De profeet Jesaja had de mensen al opgeroepen om waakzaam
te zijn, om de weg van de Heer voor te bereiden. Hij sprak over een stem die spreekt vanuit de
woestijn en die vraagt om de weg van de Heer voor te bereiden. Het is de stem van Johannes de Doper, onze
bijzondere tochtgenoot in de advent.
Die stem die roept:
`Bereidt de Heer een weg in de woestijn, in het dorre land een rechte baan voor
onze God. Elk dal moet worden opgehoogd, en elke berg en heuvel afgegraven;
oneffen plekken moeten vlak gemaakt worden en ruige gronden worden vrijgelegd.
De Heer zal zijn volk voorgaan op deze weg en het
leiden. We kunnen dit ook zo begrijpen:
een weg openen betekent het evangelie openen, het lezen en erover nadenken, ons
hart erdoor laten raken. En de volgende
stap is dan ernaar leven. Dat woord van God,
dat we lezen in het evangelie, moet vlees worden in ons leven, moet daden van
liefde worden. Anders is het als het
zaad dat tussen de rotsen valt en geen vruchten voortbrengt.
Waarom komen de mensen luisteren naar Johannes de Doper? Waarom heeft hij zo’n grote aantrekkingskracht?

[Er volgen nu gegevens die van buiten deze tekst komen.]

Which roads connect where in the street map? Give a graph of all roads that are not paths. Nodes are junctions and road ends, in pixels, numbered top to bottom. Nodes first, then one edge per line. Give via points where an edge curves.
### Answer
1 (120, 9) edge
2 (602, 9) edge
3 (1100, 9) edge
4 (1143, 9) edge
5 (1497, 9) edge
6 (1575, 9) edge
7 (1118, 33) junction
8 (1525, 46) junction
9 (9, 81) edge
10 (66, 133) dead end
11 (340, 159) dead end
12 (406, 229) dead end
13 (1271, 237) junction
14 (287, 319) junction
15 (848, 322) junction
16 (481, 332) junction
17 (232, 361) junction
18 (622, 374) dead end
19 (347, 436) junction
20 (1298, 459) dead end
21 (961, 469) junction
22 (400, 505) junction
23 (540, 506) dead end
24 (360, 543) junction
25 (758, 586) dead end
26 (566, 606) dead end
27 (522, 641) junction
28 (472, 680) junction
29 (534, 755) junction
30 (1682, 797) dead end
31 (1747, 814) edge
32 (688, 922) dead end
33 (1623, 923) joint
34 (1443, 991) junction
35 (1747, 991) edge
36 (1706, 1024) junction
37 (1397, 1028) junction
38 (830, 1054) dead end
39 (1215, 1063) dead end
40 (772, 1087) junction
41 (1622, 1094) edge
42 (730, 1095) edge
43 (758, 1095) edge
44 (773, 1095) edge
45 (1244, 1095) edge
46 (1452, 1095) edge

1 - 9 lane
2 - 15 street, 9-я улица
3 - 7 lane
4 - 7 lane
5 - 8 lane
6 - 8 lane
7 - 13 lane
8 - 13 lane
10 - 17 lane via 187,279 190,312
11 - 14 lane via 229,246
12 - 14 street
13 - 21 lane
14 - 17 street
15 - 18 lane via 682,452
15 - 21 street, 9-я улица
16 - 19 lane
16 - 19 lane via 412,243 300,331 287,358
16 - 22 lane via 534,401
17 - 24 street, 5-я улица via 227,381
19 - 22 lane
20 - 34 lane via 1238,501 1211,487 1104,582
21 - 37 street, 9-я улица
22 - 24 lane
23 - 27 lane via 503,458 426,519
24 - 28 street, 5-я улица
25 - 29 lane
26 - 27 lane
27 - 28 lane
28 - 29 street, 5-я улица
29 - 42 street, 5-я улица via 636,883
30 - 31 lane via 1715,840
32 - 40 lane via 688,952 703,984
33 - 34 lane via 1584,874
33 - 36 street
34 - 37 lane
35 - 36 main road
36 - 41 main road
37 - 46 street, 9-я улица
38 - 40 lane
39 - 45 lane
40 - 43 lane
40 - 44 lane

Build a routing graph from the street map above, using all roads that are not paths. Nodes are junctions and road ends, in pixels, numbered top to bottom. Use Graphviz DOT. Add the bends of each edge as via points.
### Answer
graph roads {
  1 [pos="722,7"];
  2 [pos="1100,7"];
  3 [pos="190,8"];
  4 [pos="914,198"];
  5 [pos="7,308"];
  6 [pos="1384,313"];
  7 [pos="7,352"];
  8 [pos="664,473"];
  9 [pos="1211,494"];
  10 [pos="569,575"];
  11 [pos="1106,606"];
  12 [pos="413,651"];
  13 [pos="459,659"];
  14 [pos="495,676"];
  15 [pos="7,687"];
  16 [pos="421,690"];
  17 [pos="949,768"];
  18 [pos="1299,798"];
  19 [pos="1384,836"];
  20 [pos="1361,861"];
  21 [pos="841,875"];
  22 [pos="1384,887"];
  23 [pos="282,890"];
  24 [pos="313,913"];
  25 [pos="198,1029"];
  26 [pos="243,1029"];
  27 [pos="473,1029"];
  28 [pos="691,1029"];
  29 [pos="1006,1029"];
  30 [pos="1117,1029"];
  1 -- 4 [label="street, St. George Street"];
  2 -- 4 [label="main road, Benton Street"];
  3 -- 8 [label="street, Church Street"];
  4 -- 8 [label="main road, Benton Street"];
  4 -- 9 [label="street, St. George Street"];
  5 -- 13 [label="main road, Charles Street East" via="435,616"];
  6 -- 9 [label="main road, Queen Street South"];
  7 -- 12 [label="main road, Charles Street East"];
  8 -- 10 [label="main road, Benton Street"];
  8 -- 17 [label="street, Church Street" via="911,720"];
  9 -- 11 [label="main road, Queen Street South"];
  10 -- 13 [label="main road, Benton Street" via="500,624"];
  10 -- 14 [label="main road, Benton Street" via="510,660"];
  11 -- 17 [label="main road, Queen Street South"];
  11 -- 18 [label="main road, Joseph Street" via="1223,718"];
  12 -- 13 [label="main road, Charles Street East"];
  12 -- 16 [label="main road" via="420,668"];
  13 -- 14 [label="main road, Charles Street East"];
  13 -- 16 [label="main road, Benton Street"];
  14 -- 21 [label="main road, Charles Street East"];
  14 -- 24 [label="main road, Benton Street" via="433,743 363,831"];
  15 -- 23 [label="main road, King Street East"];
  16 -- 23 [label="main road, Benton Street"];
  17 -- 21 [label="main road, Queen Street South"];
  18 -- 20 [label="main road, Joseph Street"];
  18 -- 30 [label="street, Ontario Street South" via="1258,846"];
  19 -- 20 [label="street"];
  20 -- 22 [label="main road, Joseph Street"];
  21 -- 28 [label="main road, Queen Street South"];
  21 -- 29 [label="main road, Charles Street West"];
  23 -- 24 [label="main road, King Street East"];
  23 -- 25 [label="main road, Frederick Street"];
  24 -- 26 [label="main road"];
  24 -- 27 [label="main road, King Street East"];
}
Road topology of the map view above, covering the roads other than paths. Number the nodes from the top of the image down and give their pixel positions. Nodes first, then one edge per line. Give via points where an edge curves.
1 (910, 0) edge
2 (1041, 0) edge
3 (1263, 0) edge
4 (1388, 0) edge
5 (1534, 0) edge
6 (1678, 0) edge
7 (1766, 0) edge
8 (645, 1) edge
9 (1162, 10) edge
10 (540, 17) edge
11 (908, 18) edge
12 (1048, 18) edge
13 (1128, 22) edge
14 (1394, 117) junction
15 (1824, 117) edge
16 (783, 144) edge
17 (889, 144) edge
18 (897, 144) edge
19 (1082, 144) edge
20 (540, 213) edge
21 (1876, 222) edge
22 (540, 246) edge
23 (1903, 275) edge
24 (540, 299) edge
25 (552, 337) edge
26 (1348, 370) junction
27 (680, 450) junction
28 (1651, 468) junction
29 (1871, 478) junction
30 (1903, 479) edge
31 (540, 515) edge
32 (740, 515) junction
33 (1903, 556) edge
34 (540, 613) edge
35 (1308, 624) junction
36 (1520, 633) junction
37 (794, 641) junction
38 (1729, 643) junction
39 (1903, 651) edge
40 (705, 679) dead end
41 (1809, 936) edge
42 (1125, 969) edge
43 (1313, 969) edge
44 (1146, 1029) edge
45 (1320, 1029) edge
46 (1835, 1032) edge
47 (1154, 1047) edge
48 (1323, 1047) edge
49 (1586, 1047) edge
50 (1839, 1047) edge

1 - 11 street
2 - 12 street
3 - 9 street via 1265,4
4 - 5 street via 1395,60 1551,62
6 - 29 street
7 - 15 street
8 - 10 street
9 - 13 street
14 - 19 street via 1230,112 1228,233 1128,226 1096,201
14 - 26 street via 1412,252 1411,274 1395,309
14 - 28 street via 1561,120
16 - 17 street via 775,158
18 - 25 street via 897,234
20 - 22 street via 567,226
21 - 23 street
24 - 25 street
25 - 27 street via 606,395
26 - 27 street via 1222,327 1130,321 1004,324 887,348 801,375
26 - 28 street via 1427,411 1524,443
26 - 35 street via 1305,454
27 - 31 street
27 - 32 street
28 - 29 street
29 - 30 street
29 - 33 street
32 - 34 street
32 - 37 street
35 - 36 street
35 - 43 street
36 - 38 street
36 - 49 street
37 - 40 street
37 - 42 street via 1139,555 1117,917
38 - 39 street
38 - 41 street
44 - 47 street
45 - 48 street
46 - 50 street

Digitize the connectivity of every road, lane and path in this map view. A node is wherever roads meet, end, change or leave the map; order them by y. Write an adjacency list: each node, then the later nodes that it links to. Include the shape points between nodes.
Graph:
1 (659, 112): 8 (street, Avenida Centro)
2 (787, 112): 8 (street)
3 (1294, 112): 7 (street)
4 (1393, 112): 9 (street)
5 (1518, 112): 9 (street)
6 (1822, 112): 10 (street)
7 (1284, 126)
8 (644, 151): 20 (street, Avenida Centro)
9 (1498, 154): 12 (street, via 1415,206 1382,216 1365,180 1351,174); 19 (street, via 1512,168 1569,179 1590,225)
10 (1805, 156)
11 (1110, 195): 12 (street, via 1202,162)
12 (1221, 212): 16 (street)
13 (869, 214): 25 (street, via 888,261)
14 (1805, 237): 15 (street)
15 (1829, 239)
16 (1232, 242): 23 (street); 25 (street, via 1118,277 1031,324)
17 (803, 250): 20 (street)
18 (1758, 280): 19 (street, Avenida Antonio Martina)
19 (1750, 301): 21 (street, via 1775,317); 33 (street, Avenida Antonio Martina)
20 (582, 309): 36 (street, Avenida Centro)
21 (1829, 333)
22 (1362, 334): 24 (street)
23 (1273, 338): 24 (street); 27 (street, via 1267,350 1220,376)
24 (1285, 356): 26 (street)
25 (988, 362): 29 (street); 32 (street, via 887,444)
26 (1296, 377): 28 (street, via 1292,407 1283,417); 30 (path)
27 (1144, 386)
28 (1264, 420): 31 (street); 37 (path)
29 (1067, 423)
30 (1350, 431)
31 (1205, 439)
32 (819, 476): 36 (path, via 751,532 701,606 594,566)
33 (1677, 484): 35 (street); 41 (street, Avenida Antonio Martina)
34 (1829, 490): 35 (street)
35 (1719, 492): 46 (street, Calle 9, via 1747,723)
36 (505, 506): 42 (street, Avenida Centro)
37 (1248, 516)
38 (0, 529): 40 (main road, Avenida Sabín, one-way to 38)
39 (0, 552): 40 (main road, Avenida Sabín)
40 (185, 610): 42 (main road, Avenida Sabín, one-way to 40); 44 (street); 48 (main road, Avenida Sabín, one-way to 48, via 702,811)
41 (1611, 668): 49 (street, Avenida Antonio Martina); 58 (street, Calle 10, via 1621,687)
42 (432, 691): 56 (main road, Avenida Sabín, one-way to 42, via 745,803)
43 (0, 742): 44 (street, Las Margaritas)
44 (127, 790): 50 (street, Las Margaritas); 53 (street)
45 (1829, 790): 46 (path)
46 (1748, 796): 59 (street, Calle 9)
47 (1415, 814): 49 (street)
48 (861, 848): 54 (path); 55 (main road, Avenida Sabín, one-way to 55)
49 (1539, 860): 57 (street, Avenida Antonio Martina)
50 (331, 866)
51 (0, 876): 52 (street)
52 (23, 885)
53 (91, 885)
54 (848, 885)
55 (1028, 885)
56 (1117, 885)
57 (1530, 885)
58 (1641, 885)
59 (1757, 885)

Niet door zijn knappe uiterlijk of zijn prachtige klederen, hij zag er erg ruw
uit en ging gekleed in kamelenhaar; het
was een beetje een vreemde man. En toch
willen de mensen bij hem zijn en naar hem luisteren omdat ze voelen dat er een grote
kracht uit zijn woorden komt.
Johannes zijn strenge uiterlijk en sobere manier van
leven zijn een voorbeeld van een leven dat enkel voor de Heer geleefd wordt. Hij heeft haast en roept dit ook luid
uit. Johannes is niet tevreden met een
wereld die voor zichzelf leeft. Hij protesteert
krachtig met zijn woorden en met zijn manier van leven.
Johannes wil niet ‘goed staan bij de mensen’, hij hangt
niet af van hun oordeel. Hij wil niet behagen
en loopt niet ijdel rond. Hij gehoorzaamt
aan de Geest van God, hij verkondigt niet zijn eigen ideeën.
De rechte weg van de Heer zorgt ervoor dat de bergen van
ons egoïsme afgevlakt worden, dat de dalen van onze eigenliefde gevuld
worden. De rechte weg is een weg van
liefde en barmhartigheid. Zoals de
Samaritaan die niet in een bocht om de gewonde man heenloopt, maar die er recht
naartoe loopt en hem verzorgt.
De advent leert ons deze rechte weg te bewandelen, de weg
die leidt naar het koninkrijk van God, dat al op aarde bestaat mar we vaak niet
vinden omdat wij ons op de zijwegen bevinden die rond onszelf draaien.
Laten wij deze rechte weg opzoeken, door het Woord van
God te lezen en het om te zetten in daden van liefde en medelijden.